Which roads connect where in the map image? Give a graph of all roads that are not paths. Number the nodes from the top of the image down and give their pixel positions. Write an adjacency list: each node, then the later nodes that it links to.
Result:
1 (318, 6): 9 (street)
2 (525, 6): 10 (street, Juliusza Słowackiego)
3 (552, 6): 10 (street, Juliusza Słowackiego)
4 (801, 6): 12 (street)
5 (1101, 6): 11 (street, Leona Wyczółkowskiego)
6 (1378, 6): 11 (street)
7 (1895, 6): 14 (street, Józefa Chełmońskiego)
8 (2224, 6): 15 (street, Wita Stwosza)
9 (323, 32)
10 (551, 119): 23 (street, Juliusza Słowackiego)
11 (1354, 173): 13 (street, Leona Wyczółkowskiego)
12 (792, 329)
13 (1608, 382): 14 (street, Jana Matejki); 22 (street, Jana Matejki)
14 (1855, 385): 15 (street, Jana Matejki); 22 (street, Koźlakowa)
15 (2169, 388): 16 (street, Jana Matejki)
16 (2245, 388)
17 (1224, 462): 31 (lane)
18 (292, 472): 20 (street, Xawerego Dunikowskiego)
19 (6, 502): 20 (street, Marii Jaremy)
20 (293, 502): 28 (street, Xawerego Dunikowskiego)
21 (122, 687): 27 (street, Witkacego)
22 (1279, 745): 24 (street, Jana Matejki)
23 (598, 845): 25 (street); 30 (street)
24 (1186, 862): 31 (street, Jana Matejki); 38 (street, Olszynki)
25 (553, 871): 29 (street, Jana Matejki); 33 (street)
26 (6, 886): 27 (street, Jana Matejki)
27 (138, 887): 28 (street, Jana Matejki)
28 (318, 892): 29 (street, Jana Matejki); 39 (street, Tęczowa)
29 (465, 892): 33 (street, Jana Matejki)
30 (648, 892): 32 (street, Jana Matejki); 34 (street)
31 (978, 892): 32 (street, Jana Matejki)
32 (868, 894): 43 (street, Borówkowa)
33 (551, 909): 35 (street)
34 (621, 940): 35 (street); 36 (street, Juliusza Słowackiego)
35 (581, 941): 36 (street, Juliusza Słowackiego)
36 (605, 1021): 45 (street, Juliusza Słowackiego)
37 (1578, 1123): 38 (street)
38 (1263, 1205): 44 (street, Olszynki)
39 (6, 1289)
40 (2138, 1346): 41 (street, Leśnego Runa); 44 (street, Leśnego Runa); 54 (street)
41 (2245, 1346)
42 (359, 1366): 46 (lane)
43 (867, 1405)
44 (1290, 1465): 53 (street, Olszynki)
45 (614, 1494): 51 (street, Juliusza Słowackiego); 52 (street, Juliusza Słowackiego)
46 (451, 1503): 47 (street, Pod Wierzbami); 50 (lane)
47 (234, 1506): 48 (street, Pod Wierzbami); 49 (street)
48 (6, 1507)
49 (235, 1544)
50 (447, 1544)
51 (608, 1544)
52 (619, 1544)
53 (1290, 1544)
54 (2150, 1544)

◆ ◆ ◆ ◆

- DESCRIPTION OF THE TASK -
In full and word for word, output the material.

- EXERCISE ANSWER -
Which roads connect where in the map image? Give a graph of all roads that are not paths. Number the nodes from the top of the image down and give their pixel positions. Write an adjacency list: each node, then the later nodes that it links to.
Result:
1 (318, 6): 9 (street)
2 (525, 6): 10 (street, Juliusza Słowackiego)
3 (552, 6): 10 (street, Juliusza Słowackiego)
4 (801, 6): 12 (street)
5 (1101, 6): 11 (street, Leona Wyczółkowskiego)
6 (1378, 6): 11 (street)
7 (1895, 6): 14 (street, Józefa Chełmońskiego)
8 (2224, 6): 15 (street, Wita Stwosza)
9 (323, 32)
10 (551, 119): 23 (street, Juliusza Słowackiego)
11 (1354, 173): 13 (street, Leona Wyczółkowskiego)
12 (792, 329)
13 (1608, 382): 14 (street, Jana Matejki); 22 (street, Jana Matejki)
14 (1855, 385): 15 (street, Jana Matejki); 22 (street, Koźlakowa)
15 (2169, 388): 16 (street, Jana Matejki)
16 (2245, 388)
17 (1224, 462): 31 (lane)
18 (292, 472): 20 (street, Xawerego Dunikowskiego)
19 (6, 502): 20 (street, Marii Jaremy)
20 (293, 502): 28 (street, Xawerego Dunikowskiego)
21 (122, 687): 27 (street, Witkacego)
22 (1279, 745): 24 (street, Jana Matejki)
23 (598, 845): 25 (street); 30 (street)
24 (1186, 862): 31 (street, Jana Matejki); 38 (street, Olszynki)
25 (553, 871): 29 (street, Jana Matejki); 33 (street)
26 (6, 886): 27 (street, Jana Matejki)
27 (138, 887): 28 (street, Jana Matejki)
28 (318, 892): 29 (street, Jana Matejki); 39 (street, Tęczowa)
29 (465, 892): 33 (street, Jana Matejki)
30 (648, 892): 32 (street, Jana Matejki); 34 (street)
31 (978, 892): 32 (street, Jana Matejki)
32 (868, 894): 43 (street, Borówkowa)
33 (551, 909): 35 (street)
34 (621, 940): 35 (street); 36 (street, Juliusza Słowackiego)
35 (581, 941): 36 (street, Juliusza Słowackiego)
36 (605, 1021): 45 (street, Juliusza Słowackiego)
37 (1578, 1123): 38 (street)
38 (1263, 1205): 44 (street, Olszynki)
39 (6, 1289)
40 (2138, 1346): 41 (street, Leśnego Runa); 44 (street, Leśnego Runa); 54 (street)
41 (2245, 1346)
42 (359, 1366): 46 (lane)
43 (867, 1405)
44 (1290, 1465): 53 (street, Olszynki)
45 (614, 1494): 51 (street, Juliusza Słowackiego); 52 (street, Juliusza Słowackiego)
46 (451, 1503): 47 (street, Pod Wierzbami); 50 (lane)
47 (234, 1506): 48 (street, Pod Wierzbami); 49 (street)
48 (6, 1507)
49 (235, 1544)
50 (447, 1544)
51 (608, 1544)
52 (619, 1544)
53 (1290, 1544)
54 (2150, 1544)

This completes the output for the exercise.